The goal of LIGERLabs is to provide tools, lectures, in-class exercises, and programming assignments to support instructors wishing to introduce Reverse Engineering and Anti-Reverse Engineering topics into their security courses. We particularly emphasize the interplay between Reverse Engineering and Anti-Reverse Engineering. Development in these two fields has always gone hand-in-hand: as more powerful program analysis techniques were developed, so were new software protection techniques to counter them.
In order to be prepared for what appears to be a forever ongoing cat-and-mouse game, students need to understand how one side drives the other, and they need to learn how to spot weaknesses in novel techniques as they appear and predict how the opposing side will react.
Our course material will prepare students to dissect and understand an unknown piece of potentially malicious low-level code.

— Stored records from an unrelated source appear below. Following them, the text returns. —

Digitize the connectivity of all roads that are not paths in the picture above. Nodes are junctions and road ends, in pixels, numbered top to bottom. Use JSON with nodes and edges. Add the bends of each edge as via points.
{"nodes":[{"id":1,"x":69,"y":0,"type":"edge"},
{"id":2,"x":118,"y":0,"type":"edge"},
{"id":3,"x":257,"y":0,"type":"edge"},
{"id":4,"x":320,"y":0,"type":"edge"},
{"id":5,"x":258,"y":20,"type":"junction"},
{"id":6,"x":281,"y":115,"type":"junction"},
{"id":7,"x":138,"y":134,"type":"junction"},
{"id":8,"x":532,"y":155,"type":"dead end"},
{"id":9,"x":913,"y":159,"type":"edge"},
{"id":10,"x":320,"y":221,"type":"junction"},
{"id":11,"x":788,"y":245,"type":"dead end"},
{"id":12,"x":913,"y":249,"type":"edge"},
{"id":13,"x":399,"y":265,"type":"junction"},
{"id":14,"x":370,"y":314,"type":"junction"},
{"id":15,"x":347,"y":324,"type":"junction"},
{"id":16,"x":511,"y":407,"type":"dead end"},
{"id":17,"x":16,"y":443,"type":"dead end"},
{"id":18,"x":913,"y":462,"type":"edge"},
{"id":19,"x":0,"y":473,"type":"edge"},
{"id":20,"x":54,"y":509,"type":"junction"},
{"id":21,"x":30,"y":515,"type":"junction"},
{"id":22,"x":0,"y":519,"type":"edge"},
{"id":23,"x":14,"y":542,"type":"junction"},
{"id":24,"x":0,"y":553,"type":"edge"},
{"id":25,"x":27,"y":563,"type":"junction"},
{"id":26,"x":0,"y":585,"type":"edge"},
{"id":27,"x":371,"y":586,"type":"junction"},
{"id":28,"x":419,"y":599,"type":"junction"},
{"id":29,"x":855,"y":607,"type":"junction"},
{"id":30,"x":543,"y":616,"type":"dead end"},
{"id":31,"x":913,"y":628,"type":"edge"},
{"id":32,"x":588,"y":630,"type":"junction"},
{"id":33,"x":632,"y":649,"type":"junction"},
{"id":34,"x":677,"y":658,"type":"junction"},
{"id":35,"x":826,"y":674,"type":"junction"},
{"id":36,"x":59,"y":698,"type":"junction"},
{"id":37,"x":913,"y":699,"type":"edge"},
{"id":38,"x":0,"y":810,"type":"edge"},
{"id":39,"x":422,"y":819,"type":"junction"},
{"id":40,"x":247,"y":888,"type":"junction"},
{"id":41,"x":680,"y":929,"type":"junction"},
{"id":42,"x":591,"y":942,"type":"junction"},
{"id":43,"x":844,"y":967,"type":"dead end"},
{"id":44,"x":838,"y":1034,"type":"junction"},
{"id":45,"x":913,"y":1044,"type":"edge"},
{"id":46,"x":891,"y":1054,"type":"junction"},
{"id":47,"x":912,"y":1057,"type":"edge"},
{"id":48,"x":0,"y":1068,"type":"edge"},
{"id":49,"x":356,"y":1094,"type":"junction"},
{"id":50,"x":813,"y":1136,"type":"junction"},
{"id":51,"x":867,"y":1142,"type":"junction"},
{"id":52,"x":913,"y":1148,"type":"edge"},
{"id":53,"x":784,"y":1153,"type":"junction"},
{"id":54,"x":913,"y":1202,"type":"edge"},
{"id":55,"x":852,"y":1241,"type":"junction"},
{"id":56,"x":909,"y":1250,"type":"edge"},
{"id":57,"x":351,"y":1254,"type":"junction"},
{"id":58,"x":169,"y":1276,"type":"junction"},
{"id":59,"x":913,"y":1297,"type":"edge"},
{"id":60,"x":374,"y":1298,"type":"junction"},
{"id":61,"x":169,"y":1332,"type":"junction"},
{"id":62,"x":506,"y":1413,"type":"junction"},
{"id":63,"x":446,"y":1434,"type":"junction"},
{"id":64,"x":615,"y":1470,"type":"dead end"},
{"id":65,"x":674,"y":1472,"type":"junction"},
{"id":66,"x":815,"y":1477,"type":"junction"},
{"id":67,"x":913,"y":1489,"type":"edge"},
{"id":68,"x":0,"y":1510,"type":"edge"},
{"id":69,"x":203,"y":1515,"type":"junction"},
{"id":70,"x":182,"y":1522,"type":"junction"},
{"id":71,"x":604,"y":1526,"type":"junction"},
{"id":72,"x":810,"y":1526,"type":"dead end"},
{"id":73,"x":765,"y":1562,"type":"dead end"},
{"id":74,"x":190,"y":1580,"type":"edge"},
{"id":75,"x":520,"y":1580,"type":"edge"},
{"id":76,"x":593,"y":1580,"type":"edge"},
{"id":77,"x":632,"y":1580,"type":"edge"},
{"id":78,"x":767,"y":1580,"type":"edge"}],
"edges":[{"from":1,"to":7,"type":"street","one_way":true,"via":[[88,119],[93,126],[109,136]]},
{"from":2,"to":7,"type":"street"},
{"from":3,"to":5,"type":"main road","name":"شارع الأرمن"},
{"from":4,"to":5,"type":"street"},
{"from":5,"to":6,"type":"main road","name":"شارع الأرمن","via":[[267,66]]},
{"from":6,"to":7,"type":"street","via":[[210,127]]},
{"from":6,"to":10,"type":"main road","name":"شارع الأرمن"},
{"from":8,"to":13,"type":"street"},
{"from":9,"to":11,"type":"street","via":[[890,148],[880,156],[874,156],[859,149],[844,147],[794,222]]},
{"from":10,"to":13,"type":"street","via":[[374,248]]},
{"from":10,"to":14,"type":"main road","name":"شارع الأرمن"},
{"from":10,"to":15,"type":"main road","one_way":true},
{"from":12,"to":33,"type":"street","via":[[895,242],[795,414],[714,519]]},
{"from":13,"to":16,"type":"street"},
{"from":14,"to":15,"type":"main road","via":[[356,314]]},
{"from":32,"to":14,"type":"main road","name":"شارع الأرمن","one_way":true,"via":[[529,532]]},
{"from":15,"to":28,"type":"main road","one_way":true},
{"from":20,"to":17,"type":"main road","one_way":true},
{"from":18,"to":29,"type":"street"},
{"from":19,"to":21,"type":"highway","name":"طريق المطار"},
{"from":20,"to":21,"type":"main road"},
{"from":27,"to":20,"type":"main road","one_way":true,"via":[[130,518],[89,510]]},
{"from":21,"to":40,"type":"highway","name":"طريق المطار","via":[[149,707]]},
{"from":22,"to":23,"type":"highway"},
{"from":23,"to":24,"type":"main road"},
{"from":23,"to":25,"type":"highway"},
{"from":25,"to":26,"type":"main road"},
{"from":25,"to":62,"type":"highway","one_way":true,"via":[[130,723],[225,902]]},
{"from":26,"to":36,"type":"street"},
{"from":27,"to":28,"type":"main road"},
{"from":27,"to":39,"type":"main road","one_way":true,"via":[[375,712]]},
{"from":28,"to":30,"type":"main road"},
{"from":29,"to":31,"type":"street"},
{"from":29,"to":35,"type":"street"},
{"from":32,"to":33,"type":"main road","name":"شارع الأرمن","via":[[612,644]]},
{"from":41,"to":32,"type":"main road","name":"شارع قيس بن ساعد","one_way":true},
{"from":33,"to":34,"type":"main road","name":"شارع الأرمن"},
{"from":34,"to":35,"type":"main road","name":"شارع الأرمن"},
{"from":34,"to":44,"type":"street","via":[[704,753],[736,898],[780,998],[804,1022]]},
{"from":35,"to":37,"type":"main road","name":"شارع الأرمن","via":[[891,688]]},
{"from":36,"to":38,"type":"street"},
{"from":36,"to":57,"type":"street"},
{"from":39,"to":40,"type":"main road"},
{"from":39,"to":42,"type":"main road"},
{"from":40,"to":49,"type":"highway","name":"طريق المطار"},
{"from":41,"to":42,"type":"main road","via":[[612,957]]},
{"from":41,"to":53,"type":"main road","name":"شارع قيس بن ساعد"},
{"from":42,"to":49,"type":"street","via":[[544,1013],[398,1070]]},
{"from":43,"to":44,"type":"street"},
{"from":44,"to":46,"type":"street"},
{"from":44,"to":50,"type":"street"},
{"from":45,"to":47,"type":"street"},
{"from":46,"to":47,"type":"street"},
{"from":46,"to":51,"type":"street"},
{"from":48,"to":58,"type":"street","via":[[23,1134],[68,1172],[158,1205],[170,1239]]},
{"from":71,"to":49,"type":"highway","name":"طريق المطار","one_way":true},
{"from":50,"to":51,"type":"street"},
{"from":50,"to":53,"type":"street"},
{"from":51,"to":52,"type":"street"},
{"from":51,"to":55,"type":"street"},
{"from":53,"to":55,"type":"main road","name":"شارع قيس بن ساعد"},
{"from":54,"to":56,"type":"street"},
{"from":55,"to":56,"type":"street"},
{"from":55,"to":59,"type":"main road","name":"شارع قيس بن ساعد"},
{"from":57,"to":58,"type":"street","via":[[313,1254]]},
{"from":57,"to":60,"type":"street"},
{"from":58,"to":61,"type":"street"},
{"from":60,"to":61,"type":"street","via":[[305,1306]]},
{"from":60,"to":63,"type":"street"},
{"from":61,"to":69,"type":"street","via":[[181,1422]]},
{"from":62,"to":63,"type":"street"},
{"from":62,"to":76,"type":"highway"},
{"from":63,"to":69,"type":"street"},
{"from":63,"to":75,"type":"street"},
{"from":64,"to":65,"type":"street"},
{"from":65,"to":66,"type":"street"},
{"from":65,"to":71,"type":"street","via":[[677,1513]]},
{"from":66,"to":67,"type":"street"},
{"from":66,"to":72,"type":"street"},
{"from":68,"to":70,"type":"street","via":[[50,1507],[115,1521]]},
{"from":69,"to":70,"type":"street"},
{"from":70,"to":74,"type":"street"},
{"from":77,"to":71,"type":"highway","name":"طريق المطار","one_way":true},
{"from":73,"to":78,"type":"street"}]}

Furthermore, they will learn how to protect software against such attacks, something that is becoming increasingly important in areas like mobile games, IoT, critical infrastructure, etc. Exposing students to Reverse Engineering techniques will give them a clearer mental model of machine code and a strong foundation in low-level programming. Our educational modules will gradually increase students' familiarity with low-level issues, working towards the ability to manipulate highly obfuscated machine code.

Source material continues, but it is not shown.